Speaking to The Clare Champion, Fitzpatrick said: “Since the fight we haven’t really spoken, to be honest with you.

“His wife was with him and she was very upset and she wasn’t necessarily saying the right things to one or two of us around him so there was no point in us being in that situation where there was going to be uncomfortableness and no chat.

“Technically, he has everything it takes, physically he has everything it takes, mentally and emotionally now I do believe he needs a coach to deal with some of the mental and emotional issues he’s had for the last two years.

“But if George was going to try again and get it right next time, it would only be fair to him and he’d only be fair to himself if he changed everything.

“Physically, that man has everything it takes to be a world champion. Now, mentally, I think it’s going to be very difficult.

“It’s me saying this now but if George was to come back, he would need, and I think it would be better, to be with a different trainer.

“He would have to be able to go into a fight and know if it went wrong the last time and the time before, now it’s different; I’m giving myself the best opportunity’.

“I’ve got nothing but full respect for the man, I’ve enjoyed our journey, even the crap bits, because we’ve been in it as a team and we’ve achieved a lot and overcome a lot.

“But he has still to achieve a goal that is physically and technically well within his grasp.

“Mentally and emotionally, I don’t know. He definitely needs a break and there would be no shame either in having a chat to somebody about it over time, somebody that could clear his head out.”

“I feel gutted for him and I really hope you print it the way I say it please, I feel absolutely gutted for that man, but I don’t feel so bad for him that I think ‘oh my God, poor George’. I’m gutted for him, I’m gutted for me too.

“I’m part of that team too, it affects me too but keep it real. You’re 27, you’ve got millions, you’re happily married.

“I’m just about to walk into my gym; I’ve got kids from broken homes, kids who’ve got nothing and if they’re smiling, you know, keep it real.”

Reflecting on the fight itself, Fitzpatrick revealed he thought Groves had won by two rounds but also admitted he didn’t feel robbed as he conceded it was a “close fight”.

Fitzpatrick added: “I can see both sides, I had him winning by two rounds on the night, Stevie Collins had him winning by a round, Amir Khan by a couple of rounds the same as myself.

“Obviously, the most important men, two of the judges, had it the other way.

“It’s a close fight, when you have a close fight, obviously when you’re away from home that’s not going to go in your favour, and when you have a close fight you can understand if it goes either way.

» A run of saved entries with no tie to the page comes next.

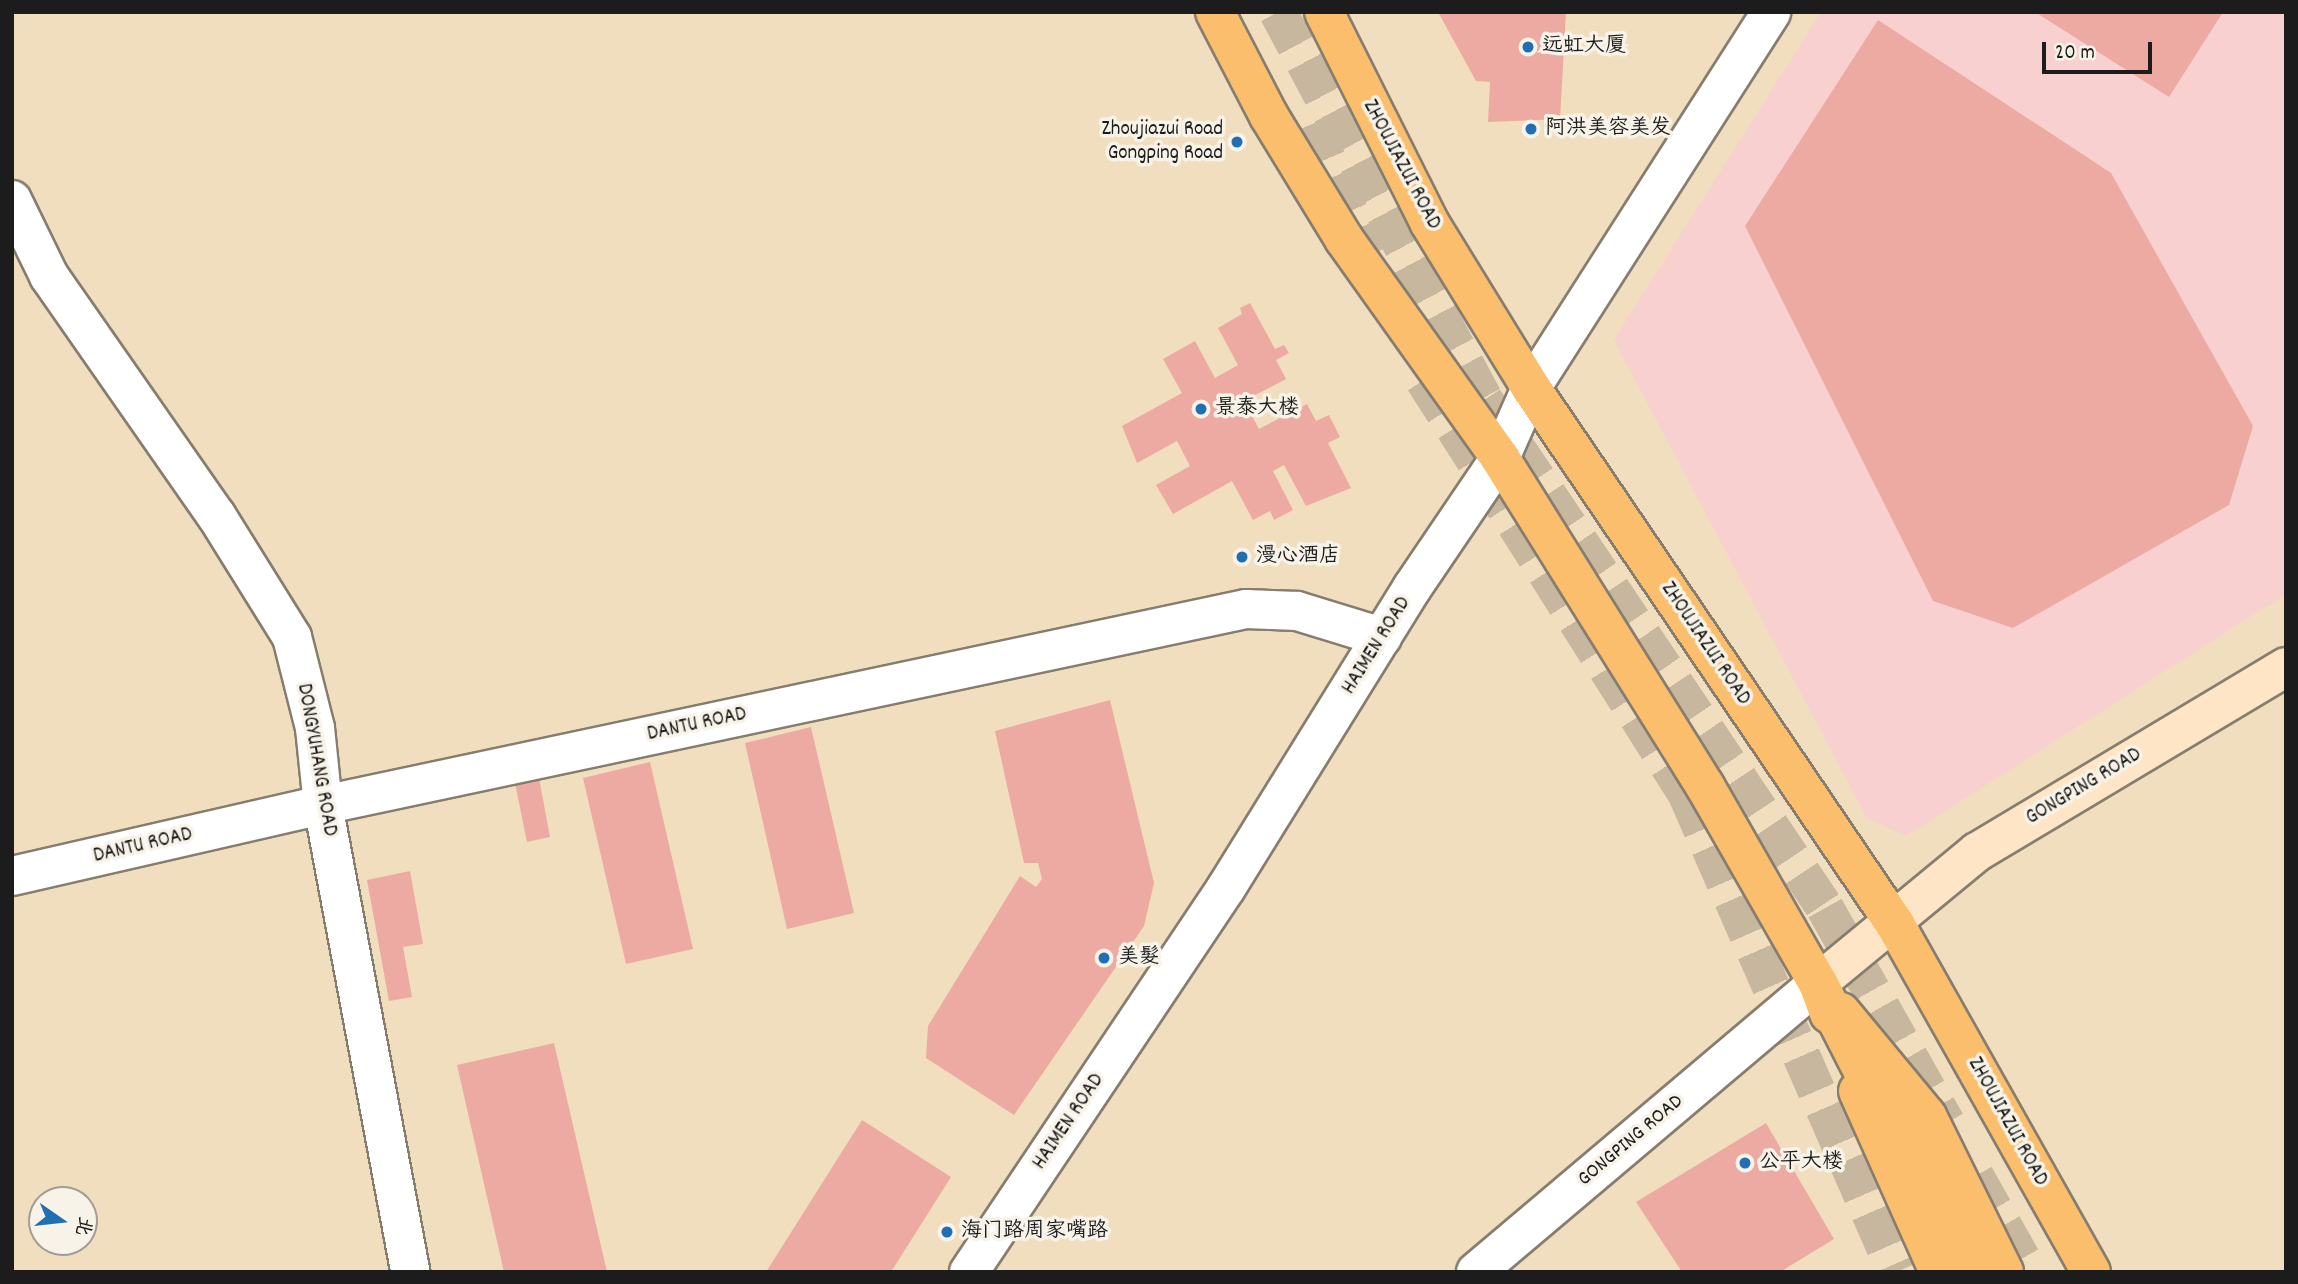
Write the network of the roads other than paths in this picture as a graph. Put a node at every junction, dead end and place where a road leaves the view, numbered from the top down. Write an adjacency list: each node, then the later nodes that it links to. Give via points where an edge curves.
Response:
1 (1215, 12): 6 (main road, via 1269,116 1345,239)
2 (1324, 12): 5 (main road, ZHOUJIAZUI ROAD, via 1429,222)
3 (1771, 12): 5 (street, HAIMEN ROAD)
4 (12, 200): 9 (street, DONGYUHANG ROAD, via 49,276 216,515 292,637 315,728)
5 (1531, 388): 6 (street, HAIMEN ROAD); 11 (main road, ZHOUJIAZUI ROAD)
6 (1500, 458): 7 (street, HAIMEN ROAD); 12 (main road, via 1705,786)
7 (1382, 636): 9 (street, DANTU ROAD, via 1297,611 1246,608); 14 (street, HAIMEN ROAD, via 1226,888)
8 (2286, 667): 11 (main road, GONGPING ROAD, via 1977,852)
9 (323, 805): 10 (street, DANTU ROAD); 13 (street, DONGYUHANG ROAD)
10 (12, 876)
11 (1895, 923): 12 (main road, GONGPING ROAD); 19 (main road, ZHOUJIAZUI ROAD)
12 (1818, 983): 15 (street, GONGPING ROAD); 16 (main road, via 1877,1141); 17 (main road); 18 (main road, via 1927,1116)
13 (410, 1272)
14 (969, 1272)
15 (1476, 1272)
16 (1939, 1272)
17 (1965, 1272)
18 (2004, 1272)
19 (2091, 1272)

“It doesn’t make it any easier to deal with, but lets keep it real, we know what kind of game we’re in.

“We weren’t robbed; if we got the decision Badou Jack wouldn’t have been robbed. It was a close fight, I had George winning seven rounds to five, other people had it the same as that and others didn’t, they had it seven-five in the other direction.

“If I said I wasn’t frustrated or in any way bothered by it, well then I wouldn’t care about the fight we were in, in the first place.

“I’m frustrated because we have, as a team, let’s call an egg an egg, a record of two wins and three losses.

“I have to take some responsibility for that. You can’t be part of a team and then say I have nothing to do with it.

“If you’re part of a team, you’re part of a team. His wins are partly my responsibility and his losses have to be too, that’s the only way for me to look at it.

“He’s had to deal with a fantastic amount of stress and, I tell you what, I tip my hat to him for the way he has dealt with it.”

Fitzpatrick has immediately turned his attentions to another world title hopeful, Eamonn O’Kane, who takes on Tureano Johnson in an IBF world title eliminator at Madison Square Garden in New York on October 17th.

And seven days later, two more of Fitzpatrick’s boxers Luke Watkins and Garvey Kelly, are in action back home in Swindon at the Oasis Leisure Centre.